Wednesday, 7 November 2012

Gamuda - More than meets the eye


-  We upgrade Gamuda to a BUY, with our fair value raised from RM3.79/share to RM4.40/share. Gamuda is trading at forward PEs of only 11x-12x – where the market appears to have priced-in election risk at these trough levels.

-  We believe the valuation disconnect is unjustified. Firstly, Gamuda’s fundamentals remain solid with a sizeable order book of RM4.8bil, >RM10bil new job prospects in 2013, and record profits over the next three years.  

-  Secondly, we view MD Datuk Lin Yun Ling’s strategic move to nearly double his holdings in Gamuda (within a month) as a signal of more things to come. Further, Lin’s reported interest to stay for a second term (existing contract expiring next June) should ensure management continuity.  

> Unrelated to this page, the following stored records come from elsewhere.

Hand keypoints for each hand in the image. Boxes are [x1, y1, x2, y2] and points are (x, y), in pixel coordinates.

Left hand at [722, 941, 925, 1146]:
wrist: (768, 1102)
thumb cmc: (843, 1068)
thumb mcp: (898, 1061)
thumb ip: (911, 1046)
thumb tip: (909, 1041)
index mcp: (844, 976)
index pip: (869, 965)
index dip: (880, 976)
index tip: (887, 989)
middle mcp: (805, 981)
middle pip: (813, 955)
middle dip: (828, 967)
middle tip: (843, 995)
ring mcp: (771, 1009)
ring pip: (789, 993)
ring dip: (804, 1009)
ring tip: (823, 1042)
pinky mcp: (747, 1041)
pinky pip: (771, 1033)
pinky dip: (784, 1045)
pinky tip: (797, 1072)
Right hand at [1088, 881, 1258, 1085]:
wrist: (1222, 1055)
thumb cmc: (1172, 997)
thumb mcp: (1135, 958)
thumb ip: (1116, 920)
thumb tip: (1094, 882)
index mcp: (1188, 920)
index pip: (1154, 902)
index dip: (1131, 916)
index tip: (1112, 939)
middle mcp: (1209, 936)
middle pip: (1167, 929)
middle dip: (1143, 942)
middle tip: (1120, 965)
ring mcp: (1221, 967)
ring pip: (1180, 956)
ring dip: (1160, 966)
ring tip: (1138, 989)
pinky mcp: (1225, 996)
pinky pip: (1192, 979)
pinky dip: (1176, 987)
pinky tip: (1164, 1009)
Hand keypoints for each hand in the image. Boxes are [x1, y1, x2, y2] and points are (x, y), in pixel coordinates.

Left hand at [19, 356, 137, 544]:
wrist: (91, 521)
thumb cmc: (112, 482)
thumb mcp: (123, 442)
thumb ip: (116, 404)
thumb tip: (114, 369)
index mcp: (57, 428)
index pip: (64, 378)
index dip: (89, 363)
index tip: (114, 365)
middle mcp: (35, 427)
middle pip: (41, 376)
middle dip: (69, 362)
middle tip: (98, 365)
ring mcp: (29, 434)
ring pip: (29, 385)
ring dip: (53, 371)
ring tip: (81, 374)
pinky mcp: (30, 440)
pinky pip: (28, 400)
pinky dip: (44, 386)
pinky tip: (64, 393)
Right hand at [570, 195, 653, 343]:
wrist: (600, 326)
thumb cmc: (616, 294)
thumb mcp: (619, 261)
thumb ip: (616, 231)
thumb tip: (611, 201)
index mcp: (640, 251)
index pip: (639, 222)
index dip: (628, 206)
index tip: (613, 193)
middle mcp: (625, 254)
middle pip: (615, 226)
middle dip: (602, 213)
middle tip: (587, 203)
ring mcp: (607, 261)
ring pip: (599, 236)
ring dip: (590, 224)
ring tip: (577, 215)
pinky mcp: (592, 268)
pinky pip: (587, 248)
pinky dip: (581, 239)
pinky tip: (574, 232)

-  Gamuda is eyeing >RM10bil of new orders for 2013, notably the KVMRT 2 and 3. It expects the government to approve new MRT lines by 1Q13 (contract award: 4Q13). 

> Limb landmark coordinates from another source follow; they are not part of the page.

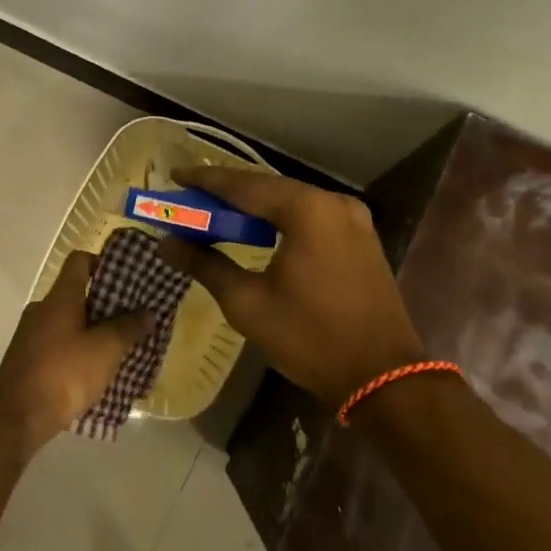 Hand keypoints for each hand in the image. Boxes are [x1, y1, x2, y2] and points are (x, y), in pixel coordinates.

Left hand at [0, 250, 155, 458]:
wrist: (16, 420)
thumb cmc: (64, 374)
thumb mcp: (106, 350)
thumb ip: (128, 328)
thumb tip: (147, 312)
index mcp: (59, 298)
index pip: (79, 261)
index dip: (103, 262)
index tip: (126, 278)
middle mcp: (41, 310)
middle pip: (76, 294)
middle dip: (105, 305)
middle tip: (131, 318)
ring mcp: (30, 336)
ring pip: (68, 323)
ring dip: (92, 332)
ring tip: (118, 349)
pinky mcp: (27, 362)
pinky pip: (58, 346)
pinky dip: (77, 352)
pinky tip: (94, 373)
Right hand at [158, 167, 425, 409]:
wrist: (383, 376)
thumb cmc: (310, 338)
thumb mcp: (248, 303)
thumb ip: (206, 265)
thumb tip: (167, 243)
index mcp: (307, 210)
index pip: (244, 185)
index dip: (206, 180)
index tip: (174, 174)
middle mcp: (333, 202)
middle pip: (269, 188)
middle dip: (227, 192)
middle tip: (189, 196)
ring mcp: (353, 218)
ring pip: (290, 201)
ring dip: (253, 207)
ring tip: (215, 212)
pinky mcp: (360, 237)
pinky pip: (310, 217)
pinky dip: (279, 220)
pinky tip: (256, 230) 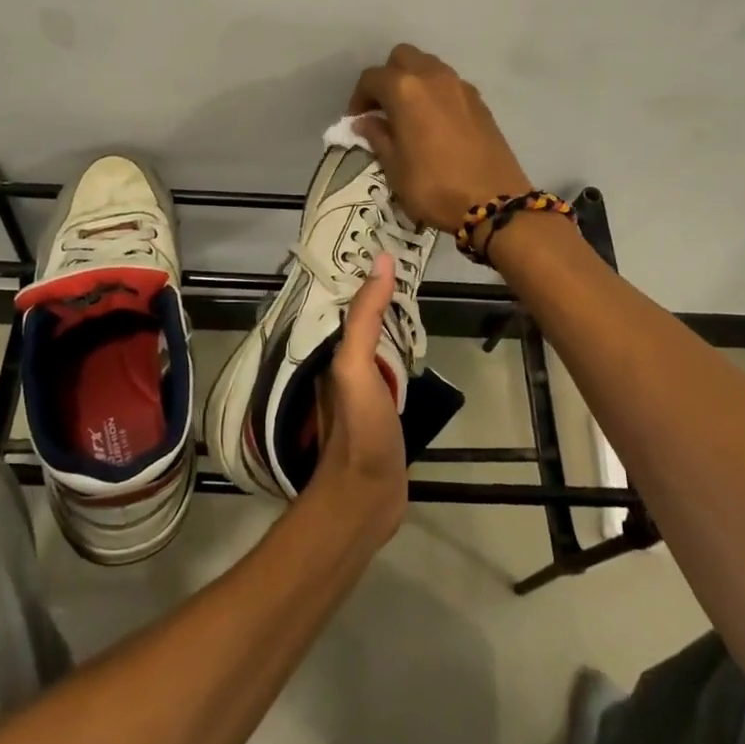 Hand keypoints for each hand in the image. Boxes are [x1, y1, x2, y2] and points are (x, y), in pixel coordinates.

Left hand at [311, 253, 407, 542]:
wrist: (367, 498)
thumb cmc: (359, 428)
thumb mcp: (356, 365)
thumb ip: (365, 317)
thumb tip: (381, 261)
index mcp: (330, 354)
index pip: (345, 303)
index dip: (360, 275)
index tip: (383, 245)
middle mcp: (341, 367)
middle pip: (360, 321)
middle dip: (377, 295)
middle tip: (406, 265)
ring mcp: (361, 391)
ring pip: (375, 344)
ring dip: (389, 323)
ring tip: (414, 296)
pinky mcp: (379, 411)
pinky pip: (389, 369)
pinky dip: (399, 352)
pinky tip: (413, 347)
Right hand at [347, 44, 531, 233]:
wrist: (493, 202)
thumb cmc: (434, 186)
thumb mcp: (395, 167)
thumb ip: (378, 137)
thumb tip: (365, 122)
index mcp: (405, 90)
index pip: (372, 78)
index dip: (359, 97)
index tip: (356, 121)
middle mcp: (433, 77)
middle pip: (402, 57)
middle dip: (387, 77)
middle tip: (382, 109)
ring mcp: (460, 86)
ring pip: (429, 66)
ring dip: (413, 81)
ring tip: (407, 114)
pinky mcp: (480, 101)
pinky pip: (449, 84)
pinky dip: (436, 93)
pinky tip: (434, 122) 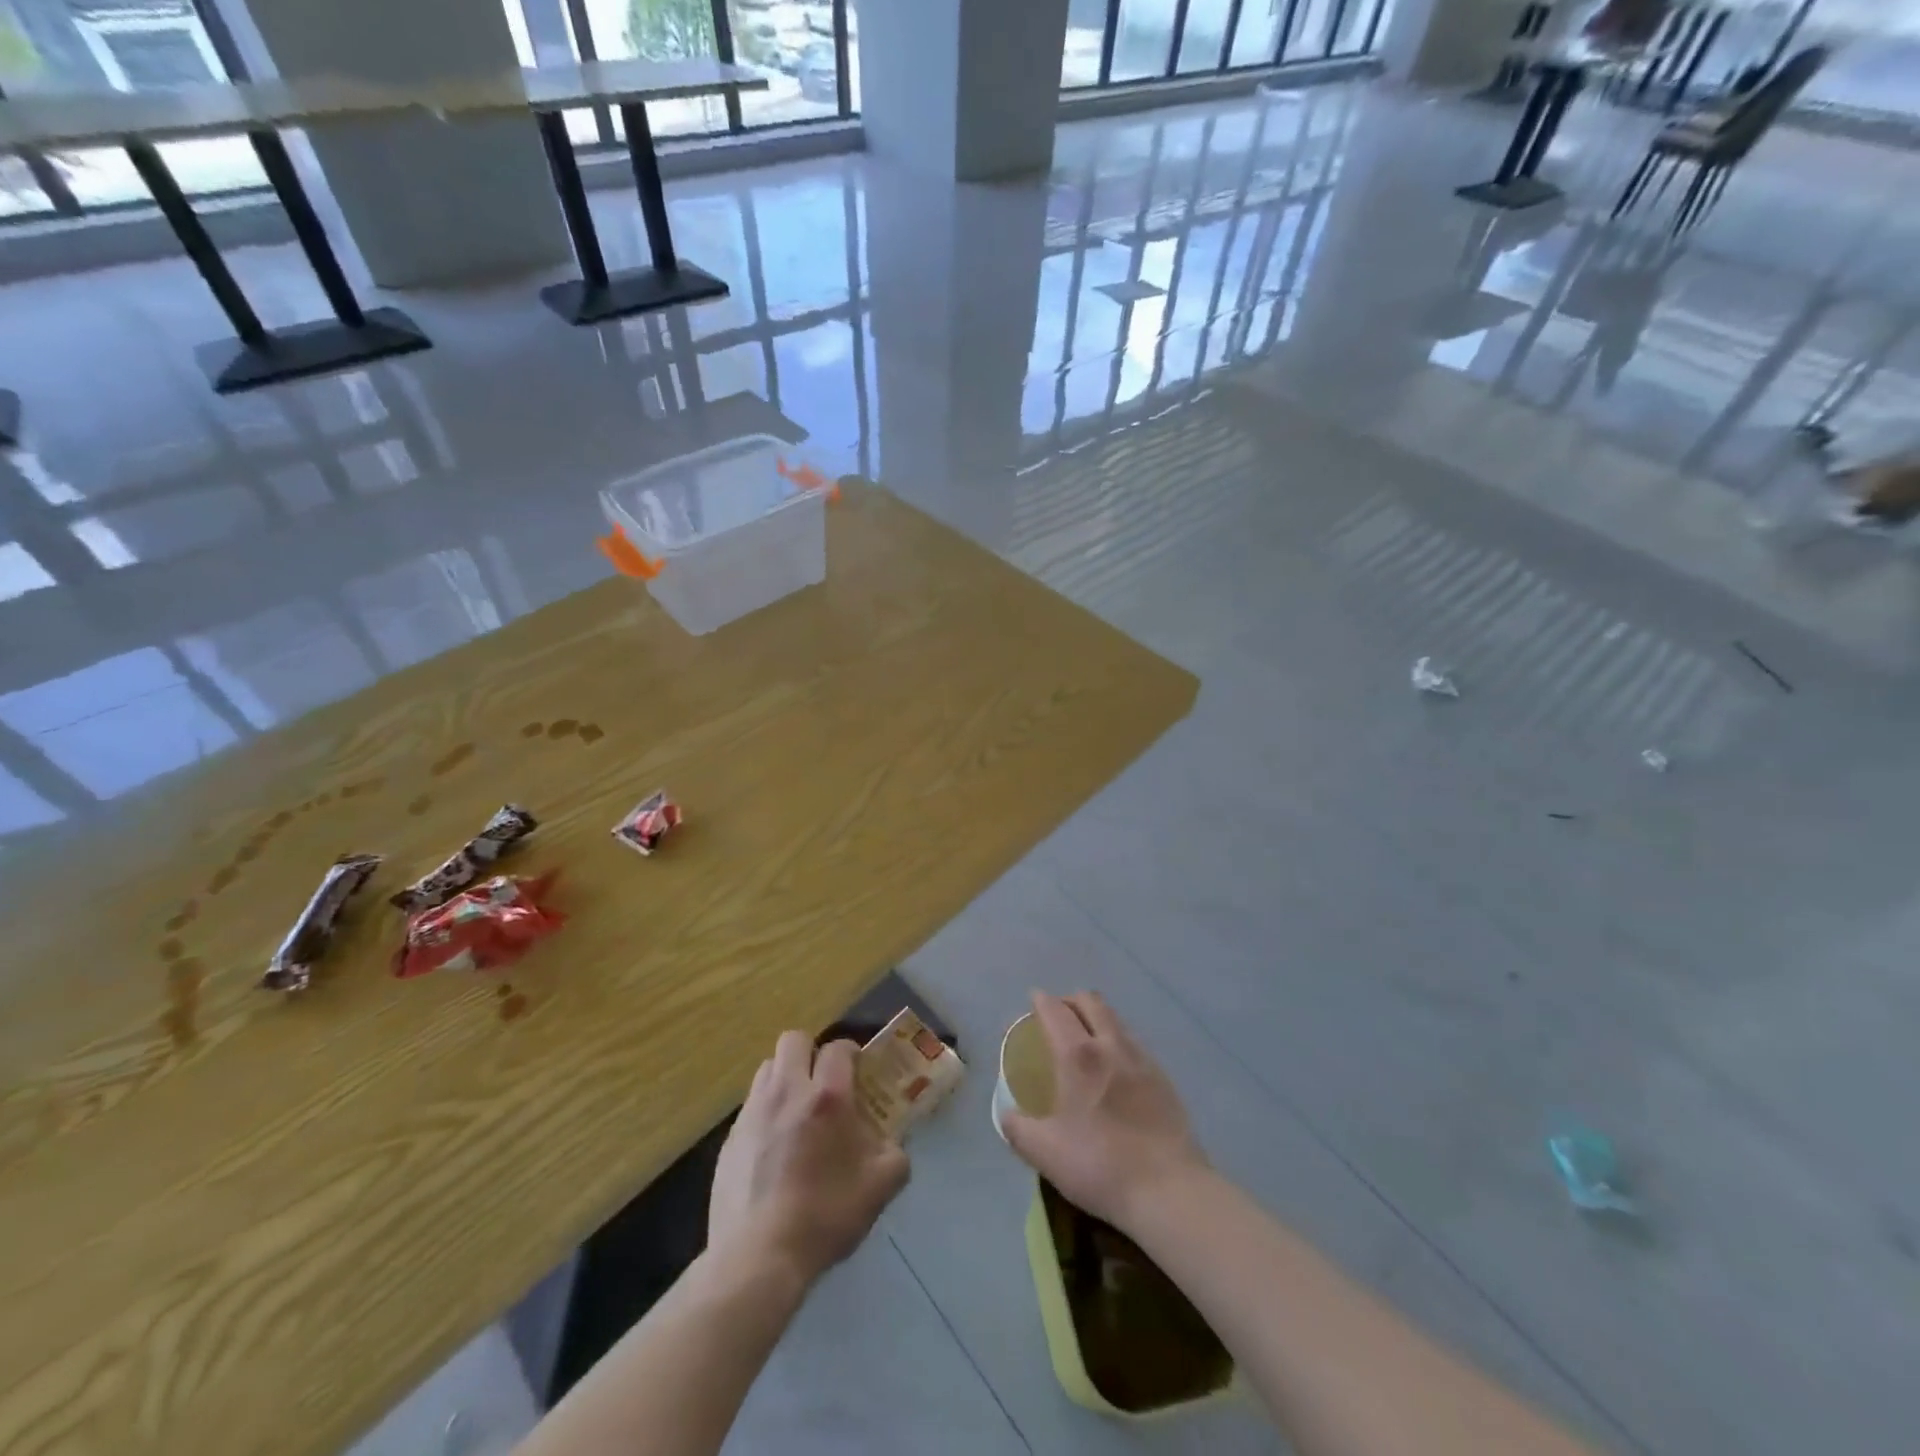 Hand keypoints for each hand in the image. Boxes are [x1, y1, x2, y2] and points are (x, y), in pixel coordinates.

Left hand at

-  The MRT project aside, Gamuda’s strength in tunnelling/rail works should also put itself in good stead to bid for the Gemas-JB double tracking job – although the final decision largely hinges on the timing of the elections.  

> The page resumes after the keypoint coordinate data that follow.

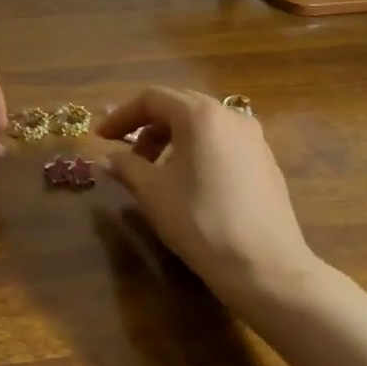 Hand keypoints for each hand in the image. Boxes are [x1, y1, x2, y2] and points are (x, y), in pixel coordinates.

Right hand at [98, 88, 317, 305]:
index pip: (151, 98)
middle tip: (125, 154)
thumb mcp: (152, 192)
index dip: (121, 116)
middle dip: (146, 126)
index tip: (101, 138)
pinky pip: (222, 141)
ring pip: (202, 124)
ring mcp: (253, 137)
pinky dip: (197, 150)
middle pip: (178, 106)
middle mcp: (230, 115)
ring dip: (171, 139)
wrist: (265, 267)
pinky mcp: (266, 161)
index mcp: (200, 115)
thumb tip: (108, 158)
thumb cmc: (201, 221)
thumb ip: (126, 166)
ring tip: (155, 172)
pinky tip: (189, 183) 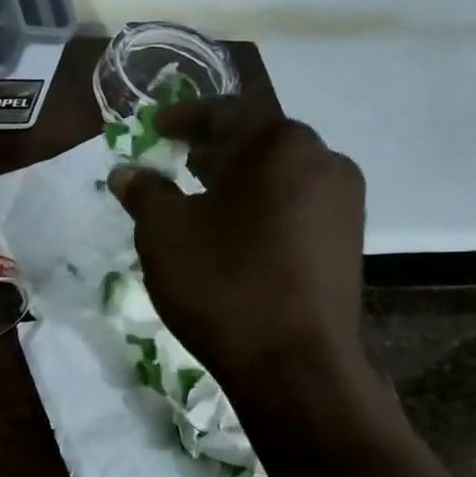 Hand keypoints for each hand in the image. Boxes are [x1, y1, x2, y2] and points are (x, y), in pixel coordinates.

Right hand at [108, 98, 366, 390]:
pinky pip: (299, 204)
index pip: (223, 112)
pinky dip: (265, 206)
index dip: (183, 119)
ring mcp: (343, 200)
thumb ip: (145, 193)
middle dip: (215, 149)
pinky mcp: (349, 239)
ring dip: (241, 179)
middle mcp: (321, 159)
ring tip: (205, 198)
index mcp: (276, 144)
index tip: (155, 129)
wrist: (294, 363)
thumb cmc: (222, 285)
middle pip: (258, 141)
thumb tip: (127, 172)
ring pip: (282, 174)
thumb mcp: (164, 235)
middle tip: (179, 161)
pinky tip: (239, 233) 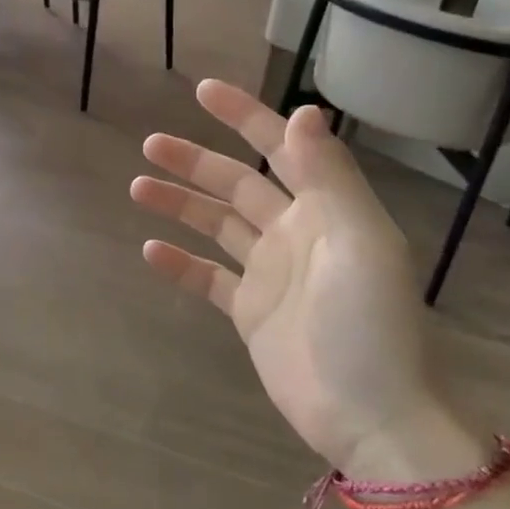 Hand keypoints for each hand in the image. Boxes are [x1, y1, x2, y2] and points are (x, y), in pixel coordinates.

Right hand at [130, 80, 435, 468]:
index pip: (281, 147)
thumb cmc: (369, 323)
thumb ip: (328, 175)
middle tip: (151, 144)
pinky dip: (181, 264)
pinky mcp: (250, 312)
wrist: (372, 417)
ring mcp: (269, 273)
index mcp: (326, 209)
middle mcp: (295, 232)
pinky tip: (151, 251)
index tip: (203, 91)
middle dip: (196, 161)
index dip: (245, 116)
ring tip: (137, 187)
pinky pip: (208, 278)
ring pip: (217, 225)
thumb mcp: (357, 240)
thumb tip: (303, 109)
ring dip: (180, 204)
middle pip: (238, 183) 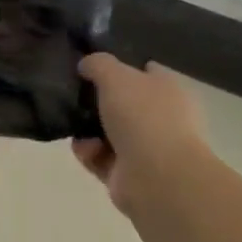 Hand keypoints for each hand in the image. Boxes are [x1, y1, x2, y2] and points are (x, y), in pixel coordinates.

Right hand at [72, 54, 212, 218]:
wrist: (157, 177)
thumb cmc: (143, 117)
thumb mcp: (115, 75)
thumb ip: (98, 64)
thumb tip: (86, 65)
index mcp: (168, 90)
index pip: (144, 71)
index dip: (118, 66)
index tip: (90, 67)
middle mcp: (161, 118)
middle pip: (122, 103)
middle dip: (96, 101)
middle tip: (73, 96)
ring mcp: (146, 148)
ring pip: (107, 131)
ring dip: (87, 129)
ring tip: (73, 125)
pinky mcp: (128, 174)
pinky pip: (100, 157)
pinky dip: (89, 153)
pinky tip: (84, 149)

-  Thirdly, Gamuda’s earnings profile is set to be transformed with the increasing weight of the Sg.Buloh-Kajang (SBK) MRT job. With its roll-out ahead of schedule (target: 98% by end-2012), we expect the project’s contributions to construction EBITDA to rise from 42% in FY13F to 53%-54% in FY14F-15F. This is timely as the Ipoh-Padang Besar project is due for completion by end-2014.

-  Gamuda remains open to potential divestment of its concession assets (RM1.08/share or 23% of its SOP), although it has yet to receive any concrete offer. We do not preclude the likelihood of the group returning part of proceeds from the sale of these assets to its shareholders – suggesting further upside to our current yields (~4%). 

-  Fourthly, while overall sales momentum has slowed over the last 3Q – particularly in Vietnam – Gamuda’s pre-sales surged 87% to RM1.5bil in FY12 vs. only RM820mil in FY10.  For FY13F, Gamuda is maintaining its new property sales forecast at RM1.7bil (ours: RM1.5bil). 

-  Gamuda Land’s outstanding GDV stands at RM22bil (unbilled sales: RM1.2bil) – signalling its rising profile as a leading developer in Malaysia. New launches in the pipeline include two new city centre projects – i.e. Madge Mansions and The Robertson (combined GDV: RM1.3bil).  

-  Fifthly, Gamuda’s foreign shareholding of 37% as at endAugust 2012 is lower than its peak of >50% back in 1H08.